EFETóquio

Uma equipa da Universidade de Tóquio demonstrou com uma experiência como as máscaras faciais podem prevenir o contágio do novo coronavírus, embora com uma proteção algo menor no caso das de tecido em comparação com as cirúrgicas.

Segundo disse Yoshihihiro Kawaoka, do Instituto de Ciências Médicas da Universidade de Tóquio, à rede pública de televisão NHK, não houve experiências anteriores semelhantes a trabalhar com vírus reais.

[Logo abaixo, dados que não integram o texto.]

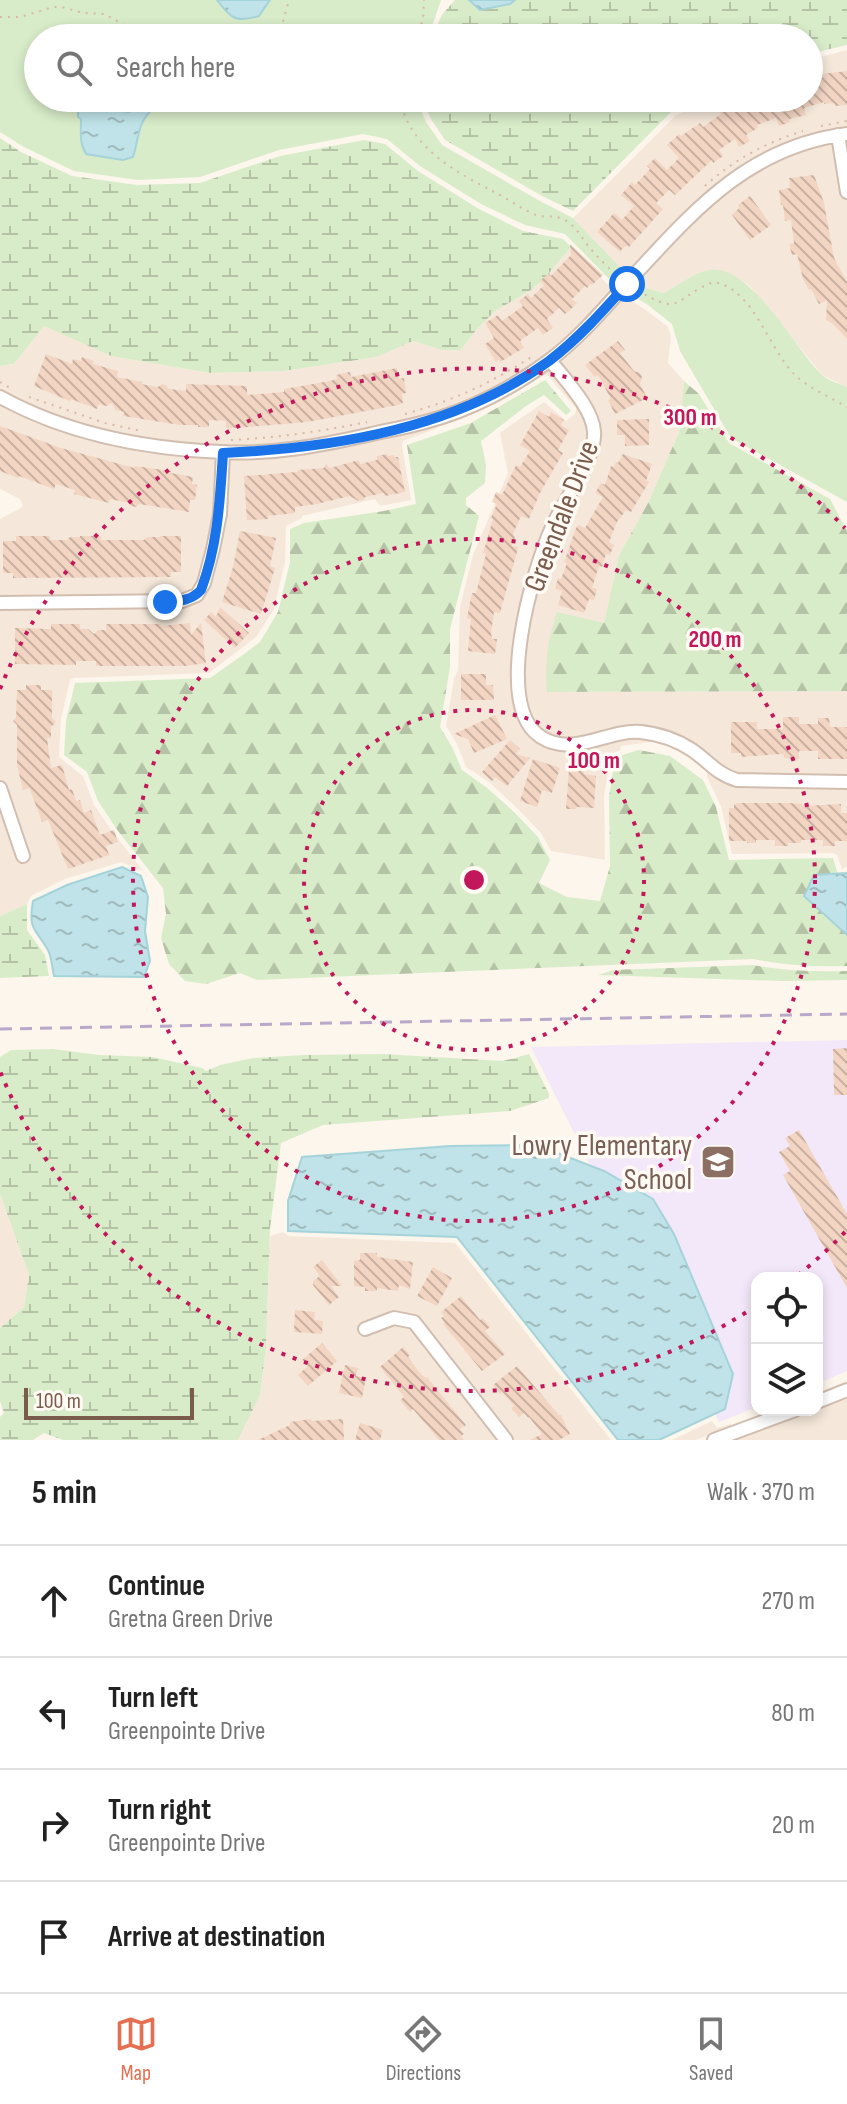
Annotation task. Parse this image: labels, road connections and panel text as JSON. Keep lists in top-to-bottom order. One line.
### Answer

O teste foi conduzido com um simulador de infeção do vírus SARS-CoV-2, utilizando duas cabeças de manequim colocadas frente a frente dentro de uma vitrina, uma com um nebulizador a descarregar o vírus e a outra equipada com um ventilador a imitar a respiração humana.

Com o emissor descoberto, o recetor que estava protegido com uma máscara de tecido teve uma redução de 20 e 40% na absorção do vírus e de 47 e 50% de redução com uma máscara cirúrgica comum.

Em contraste, com uma N95 devidamente ajustada, a redução ficou entre 79 e 90 %.

Quando foi colocada uma máscara ao emissor, de tecido ou cirúrgica descartável, o contágio do recetor, que estava descoberto, reduziu-se em mais de 70% em ambos os casos, enquanto que com uma N95 colocada devidamente a redução foi de quase 100%.

De qualquer forma, Kawaoka, chefe da equipa que realizou a experiência, advertiu que o uso de máscaras não evita completamente o contágio.

"O importante é não se fiar demasiado nas máscaras", acrescentou.